In reference to Claim 2, Wang, Donnig, and knowledge commonly known in the art disclose the limitations as applied to Claim 1 above. Wang further discloses that the multi-port power delivery system complies with a USB Power Delivery specification (See Paragraphs 3, 23, and 26). Donnig further discloses that the multi-port power delivery system complies with a USB Power Delivery specification (See Paragraphs 6, 20, 52, and 56).
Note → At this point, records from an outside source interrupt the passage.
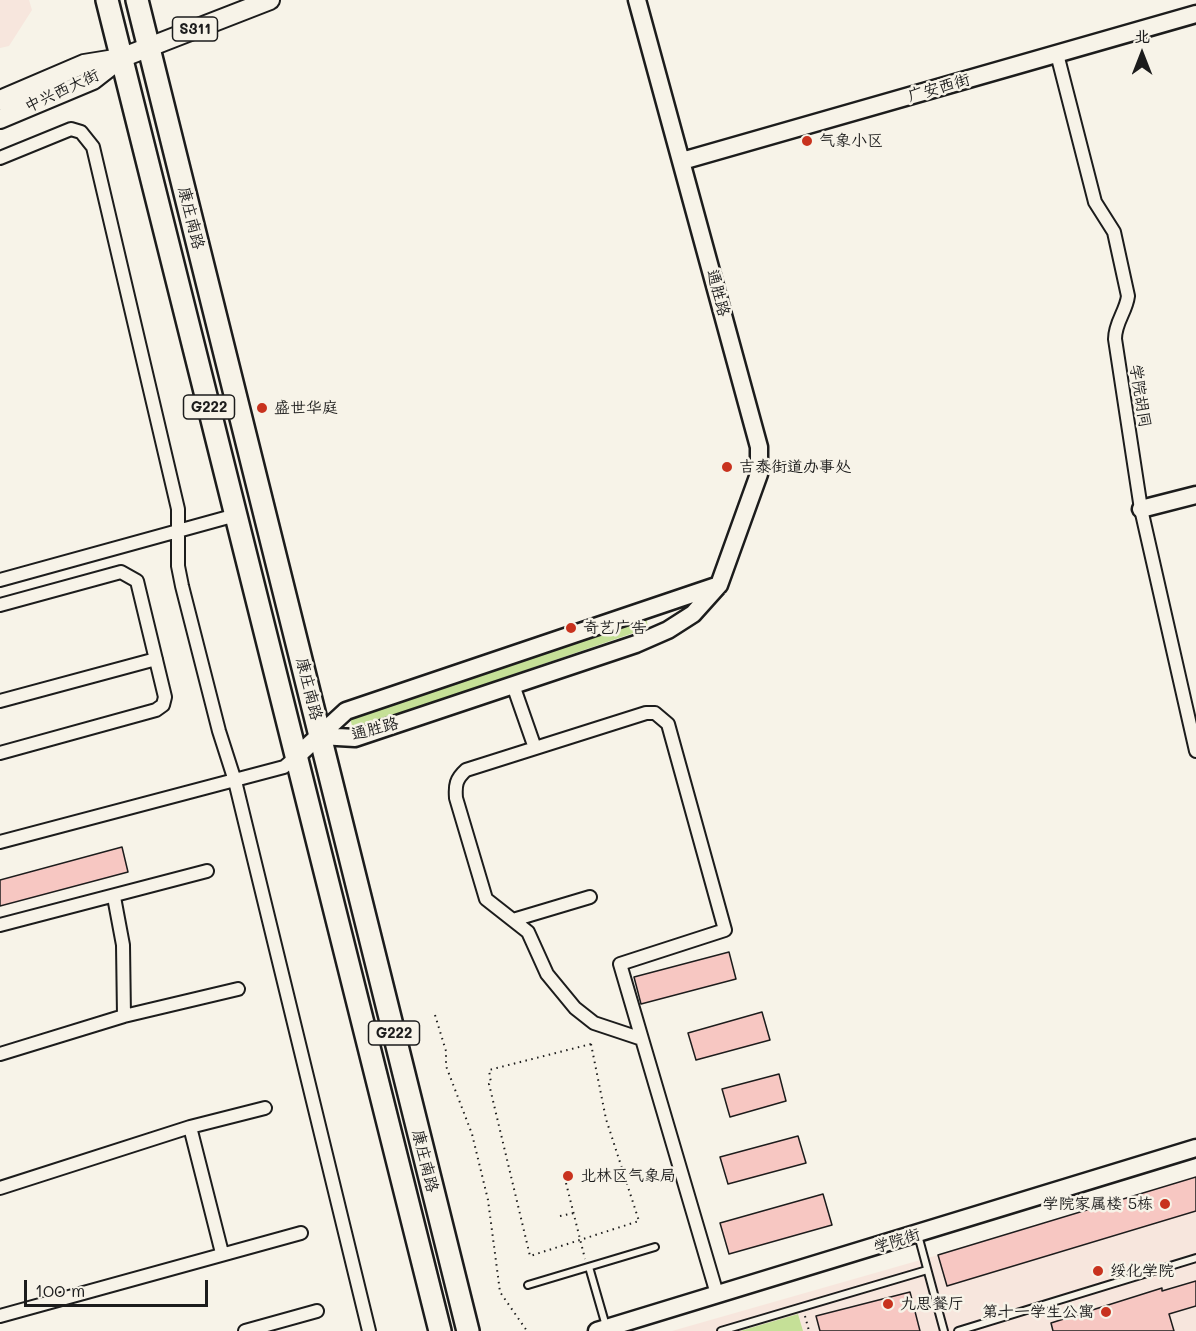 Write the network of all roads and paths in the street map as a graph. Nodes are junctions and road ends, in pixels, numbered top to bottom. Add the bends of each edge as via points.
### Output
1 (107, 0) edge
2 (137, 0) edge
3 (270, 0) edge
4 (637, 0) edge
5 (1196, 14) edge
6 (149, 48) junction
7 (1057, 54) junction
8 (121, 58) junction
9 (0, 100) edge
10 (0, 119) edge
11 (0, 158) edge
12 (682, 162) junction
13 (1196, 495) edge
14 (1141, 509) junction
15 (236, 515) junction
16 (180, 531) junction
17 (0, 580) edge
18 (719, 585) junction
19 (0, 605) edge
20 (156, 659) junction
21 (513, 685) junction
22 (0, 700) edge
23 (320, 736) junction
24 (535, 748) junction
25 (1196, 751) edge
26 (0, 753) edge
27 (297, 756) junction
28 (236, 781) junction
29 (0, 842) edge
30 (207, 871) dead end
31 (114, 897) junction
32 (590, 897) dead end
33 (513, 920) junction
34 (0, 925) edge
35 (238, 989) dead end
36 (124, 1016) junction
37 (435, 1016) dead end
38 (642, 1039) junction
39 (0, 1054) edge
40 (265, 1108) dead end
41 (190, 1127) junction
42 (1196, 1148) edge
43 (566, 1183) dead end
44 (0, 1188) edge
45 (574, 1213) junction
46 (560, 1216) dead end
47 (301, 1233) dead end
48 (918, 1235) junction
49 (580, 1241) junction
50 (655, 1247) dead end
51 (222, 1253) junction
52 (1196, 1258) edge
53 (588, 1267) junction
54 (927, 1270) junction
55 (528, 1285) dead end
56 (717, 1294) junction
57 (802, 1308) junction
58 (317, 1311) dead end
59 (0, 1316) edge
60 (602, 1329) edge
61 (245, 1331) edge
62 (369, 1331) edge
63 (440, 1331) edge
64 (468, 1331) edge
65 (527, 1331) edge
66 (721, 1331) edge
67 (809, 1331) edge
68 (944, 1331) edge
69 (958, 1331) edge

1 - 8 highway, G222
2 - 6 highway, G222
3 - 6 main road, 中兴西大街 / S311
4 - 12 street, 通胜路
5 - 7 street, 广安西街
6 - 8 main road, 中兴西大街 / S311
6 - 23 highway, 康庄南路 / G222
7 - 12 street, 广安西街
7 - 14 street, 学院胡同 via 1095,202 1114,232 1128,296 1115,326 1114,339
8 - 9 main road, 中兴西大街 / S311 via 84,64
8 - 10 main road, 中兴西大街 / S311 via 93,80
8 - 15 highway, 康庄南路 / G222
11 - 16 street via 71,129 89,140 178,509
12 - 18 street, 通胜路 via 759,447 759,474
13 - 14 street
14 - 25 street, 学院胡同
15 - 16 street
15 - 27 highway, 康庄南路 / G222
16 - 17 street
16 - 28 street via 178,566 182,586 219,731
18 - 21 street, 通胜路 via 693,614 668,630
18 - 23 street, 通胜路 via 346,711
19 - 20 street via 121,573 131,576 137,581
20 - 22 street
20 - 26 street via 165,697 156,710
21 - 23 street, 通胜路 via 355,738
21 - 24 street
23 - 27 street
23 - 64 highway, 康庄南路 / G222
24 - 33 street via 466,770 458,777 455,788 486,899
24 - 38 street via 646,713 655,713 668,724 725,930 620,964
27 - 28 street via 284,767
27 - 63 highway, 康庄南路 / G222
28 - 29 street
28 - 62 street
30 - 31 street
31 - 34 street
31 - 36 street via 123,945
32 - 33 street
33 - 38 street via 528,932 547,974 575,1008 594,1023
35 - 36 street
36 - 39 street
37 - 65 path via 446,1051 446,1066 472,1134 488,1200 500,1292
38 - 56 street
40 - 41 street
41 - 44 street
41 - 51 street
42 - 48 street, 学院街
43 - 45 path
45 - 46 path
45 - 49 path
47 - 51 street
48 - 54 lane
48 - 56 street, 学院街
49 - 49 path via 639,1221 606,1119 591,1044 489,1070 530,1256
49 - 53 path
50 - 53 lane
51 - 59 street
52 - 69 lane
53 - 55 lane
53 - 60 lane
54 - 57 lane
54 - 68 lane
56 - 60 street, 学院街
57 - 66 lane
57 - 67 path
58 - 61 street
In reference to Claim 3, Wang, Donnig, and knowledge commonly known in the art disclose the limitations as applied to Claim 1 above. Wang further discloses that the first connection port and the second connection port are USB Type-C connection ports (See Paragraphs 23-24). Donnig further discloses that the first connection port and the second connection port are USB Type-C connection ports (See Paragraph 20 [USB 4.0 requires the use of Type-C connection ports]).
In reference to Claim 5, Wang, Donnig, and knowledge commonly known in the art disclose the limitations as applied to Claim 1 above. Wang further discloses that the first power converter comprises a first current sensor for measuring a first current value of the first connection port (See Figure 1 and Paragraph 29); the second power converter comprises a second current sensor for measuring a second current value of the second connection port (See Figure 1 and Paragraph 29); and in the feature (b), the controller is further configured to: (b1) calculate the first actual power based on a first output voltage of the first power budget and the first current value (See Paragraph 29); and (b2) calculate the second actual power based on the second output voltage of the second power budget and the second current value (See Paragraph 29). Donnig further discloses that the first power converter comprises a first current sensor for measuring a first current value of the first connection port (See Figure 1 and Paragraph 54); the second power converter comprises a second current sensor for measuring a second current value of the second connection port (See Figure 1 and Paragraph 54); and in the feature (b), the controller is further configured to: (b1) calculate the first average power based on a first output voltage of the first power budget and the first current value (See Paragraph 54); and (b2) calculate the second average power based on the second output voltage of the second power budget and the second current value (See Paragraph 54).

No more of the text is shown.